Resiliency of the networks is almost the most important design criterion which needs to be considered. Packets need to be reached to destination within the time expected by the application. Although too much redundancy will affect MTBF/MTTR curve directly and start to increase MTTR of the entire system, carefully designed network topologies will play a big role for optimal redundancy and resiliency.
If your family consists of 6 people, most probably only one bedroom will not be enough; this is exactly the approach which we should think while designing a network. This is true either for your own physical or virtual data center within your premises or within a cloud. If you are not building a service provider, you wouldn’t also build a house for twenty people , so scaling is the key.
Network topology planning is like building a floor plan that needs to be planned carefully. For predictable traffic flow, planning is essential.
Business requirements need to be understood well; traffic flows and applications should be identified. Then for better troubleshoot, maintenance, predictable topology and some design best practices should be applied such as Modularity and hierarchy.
In the past, some of the servers for the applications used to be put on site or at the HQ , but with the increase of bandwidth availability we commonly find them in the Data Center. If the company has remote offices and depends on the applications which are used , topology might be hub and spoke, partial mesh or something else. Alternatively, control plane traffic might be hub and spoke, but data plane is full mesh. For the spoke to hub you can always use traffic-engineering technique with PBR, packet filter, metric, tunnel, etc.Traffic manipulation is not covered in this article.
For instance, the company may have voice application, for the call control remote branches might reach to Data center which house the call manager/voice gateway but for the data traffic you might reduce the latency and build spoke to spoke connection.
This can be done either statically or dynamically. As you might guess DMVPN is a very good example for dynamic creation. (Phase 2 or 3).
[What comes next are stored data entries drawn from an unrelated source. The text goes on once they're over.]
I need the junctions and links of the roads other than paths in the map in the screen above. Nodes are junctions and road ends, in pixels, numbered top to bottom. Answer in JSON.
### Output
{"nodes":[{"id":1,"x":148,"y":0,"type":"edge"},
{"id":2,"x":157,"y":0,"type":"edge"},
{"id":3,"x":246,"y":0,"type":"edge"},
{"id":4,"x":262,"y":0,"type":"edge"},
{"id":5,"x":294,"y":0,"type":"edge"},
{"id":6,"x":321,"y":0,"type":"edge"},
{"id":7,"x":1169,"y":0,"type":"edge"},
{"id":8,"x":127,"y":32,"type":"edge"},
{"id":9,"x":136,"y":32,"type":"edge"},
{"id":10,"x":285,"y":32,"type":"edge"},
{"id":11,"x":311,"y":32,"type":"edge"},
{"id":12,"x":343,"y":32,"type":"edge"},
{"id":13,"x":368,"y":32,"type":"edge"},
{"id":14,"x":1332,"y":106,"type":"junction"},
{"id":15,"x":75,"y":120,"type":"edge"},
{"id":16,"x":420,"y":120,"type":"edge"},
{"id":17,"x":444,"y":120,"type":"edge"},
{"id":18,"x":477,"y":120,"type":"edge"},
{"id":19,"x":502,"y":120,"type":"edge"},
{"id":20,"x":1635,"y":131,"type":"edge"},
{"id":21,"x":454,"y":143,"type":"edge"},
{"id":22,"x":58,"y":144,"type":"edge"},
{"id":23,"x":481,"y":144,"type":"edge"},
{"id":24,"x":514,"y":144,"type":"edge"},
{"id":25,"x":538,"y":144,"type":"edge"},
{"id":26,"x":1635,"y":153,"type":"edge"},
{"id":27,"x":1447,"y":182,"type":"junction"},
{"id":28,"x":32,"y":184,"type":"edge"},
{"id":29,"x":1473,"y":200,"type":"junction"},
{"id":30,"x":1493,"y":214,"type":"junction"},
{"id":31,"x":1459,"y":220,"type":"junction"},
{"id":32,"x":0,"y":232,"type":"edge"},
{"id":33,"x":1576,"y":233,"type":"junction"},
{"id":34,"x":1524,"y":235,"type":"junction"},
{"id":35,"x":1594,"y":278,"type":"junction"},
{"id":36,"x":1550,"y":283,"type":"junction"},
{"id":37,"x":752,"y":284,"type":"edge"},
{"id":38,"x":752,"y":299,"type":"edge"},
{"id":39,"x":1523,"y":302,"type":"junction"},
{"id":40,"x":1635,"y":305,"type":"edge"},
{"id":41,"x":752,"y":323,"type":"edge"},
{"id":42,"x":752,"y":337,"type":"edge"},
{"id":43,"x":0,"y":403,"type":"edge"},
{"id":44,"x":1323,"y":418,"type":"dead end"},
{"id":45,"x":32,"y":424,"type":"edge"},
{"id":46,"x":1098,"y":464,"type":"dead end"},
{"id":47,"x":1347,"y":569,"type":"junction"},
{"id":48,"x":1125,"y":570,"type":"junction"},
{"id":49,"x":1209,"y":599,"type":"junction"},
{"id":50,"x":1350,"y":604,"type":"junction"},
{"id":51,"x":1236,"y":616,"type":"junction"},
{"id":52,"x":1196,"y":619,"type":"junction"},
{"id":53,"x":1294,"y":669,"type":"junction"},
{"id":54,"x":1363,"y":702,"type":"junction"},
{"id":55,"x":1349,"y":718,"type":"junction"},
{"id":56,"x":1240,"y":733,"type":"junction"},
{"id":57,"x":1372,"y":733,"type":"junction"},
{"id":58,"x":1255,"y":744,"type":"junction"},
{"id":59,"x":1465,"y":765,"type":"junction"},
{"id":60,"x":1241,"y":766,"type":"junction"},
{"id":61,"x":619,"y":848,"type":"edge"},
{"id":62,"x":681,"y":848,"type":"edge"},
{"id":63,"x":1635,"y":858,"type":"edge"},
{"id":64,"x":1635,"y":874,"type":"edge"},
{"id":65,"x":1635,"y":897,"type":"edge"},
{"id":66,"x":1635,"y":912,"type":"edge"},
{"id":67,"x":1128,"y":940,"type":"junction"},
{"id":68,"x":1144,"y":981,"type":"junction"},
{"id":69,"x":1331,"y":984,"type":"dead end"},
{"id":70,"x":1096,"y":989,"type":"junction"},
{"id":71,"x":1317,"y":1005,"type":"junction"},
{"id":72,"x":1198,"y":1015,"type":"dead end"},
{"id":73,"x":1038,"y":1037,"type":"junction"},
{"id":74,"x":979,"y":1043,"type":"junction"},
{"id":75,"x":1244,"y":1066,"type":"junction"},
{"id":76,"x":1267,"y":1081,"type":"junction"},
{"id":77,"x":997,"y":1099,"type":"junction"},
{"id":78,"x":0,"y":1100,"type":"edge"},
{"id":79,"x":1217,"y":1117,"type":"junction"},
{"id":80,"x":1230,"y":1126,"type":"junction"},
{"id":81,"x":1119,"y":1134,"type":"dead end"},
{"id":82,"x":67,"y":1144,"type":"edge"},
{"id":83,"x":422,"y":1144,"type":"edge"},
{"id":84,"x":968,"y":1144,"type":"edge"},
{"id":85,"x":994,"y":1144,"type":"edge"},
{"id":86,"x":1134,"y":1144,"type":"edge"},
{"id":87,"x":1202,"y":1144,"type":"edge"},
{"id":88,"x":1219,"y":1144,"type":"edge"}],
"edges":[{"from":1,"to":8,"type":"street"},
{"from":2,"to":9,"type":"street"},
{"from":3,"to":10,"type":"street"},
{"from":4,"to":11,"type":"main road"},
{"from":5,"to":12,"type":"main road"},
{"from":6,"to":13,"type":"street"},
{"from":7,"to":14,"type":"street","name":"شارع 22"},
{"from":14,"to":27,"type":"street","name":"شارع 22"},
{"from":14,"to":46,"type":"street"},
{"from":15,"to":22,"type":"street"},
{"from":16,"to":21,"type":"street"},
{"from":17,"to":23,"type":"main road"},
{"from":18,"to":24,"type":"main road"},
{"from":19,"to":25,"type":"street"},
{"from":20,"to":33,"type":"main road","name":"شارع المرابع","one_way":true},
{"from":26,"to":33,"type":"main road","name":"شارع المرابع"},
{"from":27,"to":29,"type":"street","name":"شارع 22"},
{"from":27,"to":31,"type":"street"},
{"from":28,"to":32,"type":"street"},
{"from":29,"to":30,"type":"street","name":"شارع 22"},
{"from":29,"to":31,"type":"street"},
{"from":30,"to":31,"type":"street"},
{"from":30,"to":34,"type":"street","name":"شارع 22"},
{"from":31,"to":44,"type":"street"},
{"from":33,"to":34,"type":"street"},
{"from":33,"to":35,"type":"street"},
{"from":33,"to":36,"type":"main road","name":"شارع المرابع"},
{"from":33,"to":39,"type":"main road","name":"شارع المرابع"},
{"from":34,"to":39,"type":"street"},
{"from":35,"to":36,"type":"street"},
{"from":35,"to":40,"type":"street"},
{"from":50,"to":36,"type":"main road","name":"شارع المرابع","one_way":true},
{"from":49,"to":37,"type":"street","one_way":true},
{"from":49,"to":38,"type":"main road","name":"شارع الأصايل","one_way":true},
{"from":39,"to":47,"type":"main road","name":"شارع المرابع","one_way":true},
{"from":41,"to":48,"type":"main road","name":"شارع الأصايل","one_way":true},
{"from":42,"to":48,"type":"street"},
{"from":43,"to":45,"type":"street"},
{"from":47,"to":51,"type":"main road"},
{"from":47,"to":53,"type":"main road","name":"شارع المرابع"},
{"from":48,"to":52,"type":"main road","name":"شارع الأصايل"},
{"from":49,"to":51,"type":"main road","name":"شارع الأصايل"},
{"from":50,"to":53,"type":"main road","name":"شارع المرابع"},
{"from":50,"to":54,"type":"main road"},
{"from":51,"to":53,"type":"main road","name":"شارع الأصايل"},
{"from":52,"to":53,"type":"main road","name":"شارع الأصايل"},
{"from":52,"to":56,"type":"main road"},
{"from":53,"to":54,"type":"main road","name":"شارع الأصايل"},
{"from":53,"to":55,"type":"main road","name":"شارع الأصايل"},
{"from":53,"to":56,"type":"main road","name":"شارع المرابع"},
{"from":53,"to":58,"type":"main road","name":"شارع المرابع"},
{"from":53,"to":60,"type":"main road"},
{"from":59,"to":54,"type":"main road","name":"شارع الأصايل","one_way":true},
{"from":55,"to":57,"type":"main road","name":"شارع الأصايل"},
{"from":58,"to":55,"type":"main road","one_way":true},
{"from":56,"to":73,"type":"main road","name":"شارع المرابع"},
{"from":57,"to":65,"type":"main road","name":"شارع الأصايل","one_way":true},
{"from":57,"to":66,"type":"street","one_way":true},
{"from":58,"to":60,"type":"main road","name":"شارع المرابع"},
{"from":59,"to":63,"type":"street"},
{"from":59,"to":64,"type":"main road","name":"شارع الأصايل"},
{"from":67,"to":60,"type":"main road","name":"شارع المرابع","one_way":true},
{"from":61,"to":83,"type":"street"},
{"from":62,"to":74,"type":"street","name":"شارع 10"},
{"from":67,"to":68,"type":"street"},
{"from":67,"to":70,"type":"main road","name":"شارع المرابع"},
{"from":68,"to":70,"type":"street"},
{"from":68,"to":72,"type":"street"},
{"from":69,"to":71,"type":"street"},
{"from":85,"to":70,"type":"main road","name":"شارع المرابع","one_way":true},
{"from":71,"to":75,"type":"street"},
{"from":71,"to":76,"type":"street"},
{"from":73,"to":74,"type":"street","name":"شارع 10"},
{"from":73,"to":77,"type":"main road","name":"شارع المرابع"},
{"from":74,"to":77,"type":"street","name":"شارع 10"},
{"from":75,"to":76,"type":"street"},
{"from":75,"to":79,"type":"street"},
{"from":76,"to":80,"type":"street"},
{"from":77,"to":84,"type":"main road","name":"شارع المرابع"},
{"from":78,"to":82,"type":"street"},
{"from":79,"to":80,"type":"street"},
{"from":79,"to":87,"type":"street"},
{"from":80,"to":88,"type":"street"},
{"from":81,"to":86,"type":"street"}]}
In this article I will mention highly scalable and resilient, network design topologies. Let’s briefly review the conventional and common core design topologies, and then jump to our main topic which is not so common core topologies. Some topologies might be used in Data Center or even on campus. My intent is to give as much as alternative topology as I can give and readers match that to their network based on business and technical requirements, application and traffic flows, security, Qos or multicast need. In this article I will not deep dive into these requirements or specific technology. I will give general description, then strengths and weaknesses’ of each topologies.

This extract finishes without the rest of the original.